Which does make perfect sense if I imagine Dumbledore as the man he seems characterized as--the kind of person who would look at any Voldemort war as a personal chance to prove his own cleverness, and a man who clung to valuable information like his life depended on it. It still just seems like us making up some dire peril to justify behavior that we've seen as fundamental to Dumbledore on every level. I've no doubt he would tell himself he had to keep the secret to protect somebody, but that's his M.O. about everything. The guy doesn't like to share secrets with anybody. 

Pippin:
> I have yet to understand why DD should sacrifice potential informants for the sake of publicizing information which he already knows that Voldemort can counter, and which in some ways might even be helpful to Voldemort. 

Magpie:
First, because it's not particularly helpful to Voldemort that I can see. He certainly doesn't think it is. Letting him control his own biography lets him control yet another aspect of the game. 

How many years is Voldemort on the scene here? Not as many as he's been defeated. So what would be wrong if Voldemort's biography got written up in history books (where it belongs) while the guy's gone? If Dumbledore got a lot of this info in the many years while Voldemort wasn't around or able to threaten anyone it was a done deal anyway. If he wasn't investigating anything anyway for years, there's no investigation to protect. The actual memories and witnesses actually aren't even essential to the investigation that I remember. It's the path Dumbledore follows but if you had other people following different paths they might have gotten there sooner. It's not so logical a reason for keeping quiet as, the decision to, say, not tell Slughorn that you found special directions in your Potions book because that would ruin your plan to make him think you came up with it due to your mad Potions skillz. 

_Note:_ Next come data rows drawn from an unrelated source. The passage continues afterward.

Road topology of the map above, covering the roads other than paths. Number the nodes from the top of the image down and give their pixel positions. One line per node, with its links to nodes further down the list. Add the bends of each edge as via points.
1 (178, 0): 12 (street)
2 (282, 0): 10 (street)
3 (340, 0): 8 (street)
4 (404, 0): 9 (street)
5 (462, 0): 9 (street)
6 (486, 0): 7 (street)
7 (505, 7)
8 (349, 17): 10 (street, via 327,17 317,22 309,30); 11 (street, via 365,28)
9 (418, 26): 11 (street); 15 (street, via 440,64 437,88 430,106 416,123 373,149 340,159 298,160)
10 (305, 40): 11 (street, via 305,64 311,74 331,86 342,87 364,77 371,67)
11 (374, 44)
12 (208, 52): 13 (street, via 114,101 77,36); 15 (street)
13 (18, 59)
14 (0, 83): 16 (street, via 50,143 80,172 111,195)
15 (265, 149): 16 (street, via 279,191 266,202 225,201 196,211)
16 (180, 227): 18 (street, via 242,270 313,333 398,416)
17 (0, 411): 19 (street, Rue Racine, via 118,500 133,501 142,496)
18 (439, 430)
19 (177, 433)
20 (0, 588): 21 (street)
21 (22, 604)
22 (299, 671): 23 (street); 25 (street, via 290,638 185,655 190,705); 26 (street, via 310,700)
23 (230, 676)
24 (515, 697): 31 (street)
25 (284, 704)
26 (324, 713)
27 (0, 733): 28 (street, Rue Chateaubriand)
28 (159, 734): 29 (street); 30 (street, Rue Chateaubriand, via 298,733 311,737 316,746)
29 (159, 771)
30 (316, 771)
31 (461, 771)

Imo, Voldemort and Dumbledore are on one level very hard-working plot devices. Both of them work really hard to keep the plot moving, coming up with straightforward plans they then complicate and undermine themselves to create a plot. But this isn't ultimately a big flaw, because JKR molded their personalities around the things they have to do. Voldemort is obsessed with symbolism even when it goes against his goals. Dumbledore loves to manipulate and hold on to information even when it goes against his goals. 

I'm sure Dumbledore himself made up plenty of doomsday scenarios and "logical" reasons to keep secrets and lie. We know he did that. Maybe some of them sounded like these. But his plans always lead to the same place: giving himself more knowledge than others, keeping people in the dark, often about their own lives. I think it would *kill* Dumbledore to have the whole WW walking around knowing who Tom Riddle was. That behavior's already canon. This situation doesn't need to be the one time Dumbledore really would have shared the information and think people had the right to know the truth if only there wasn't this potential danger to somebody somewhere that forced him to keep his mouth shut (if we only imagine one). It's really not even in character to think that way.

His whole personality's bound up in the burden of being smarter than everyone else and so having to make decisions for them. Dumbledore kept Voldemort's secret imo for the same reason he always kept all his secrets. I think he would have benefitted from having someone who called him out on what he was really doing.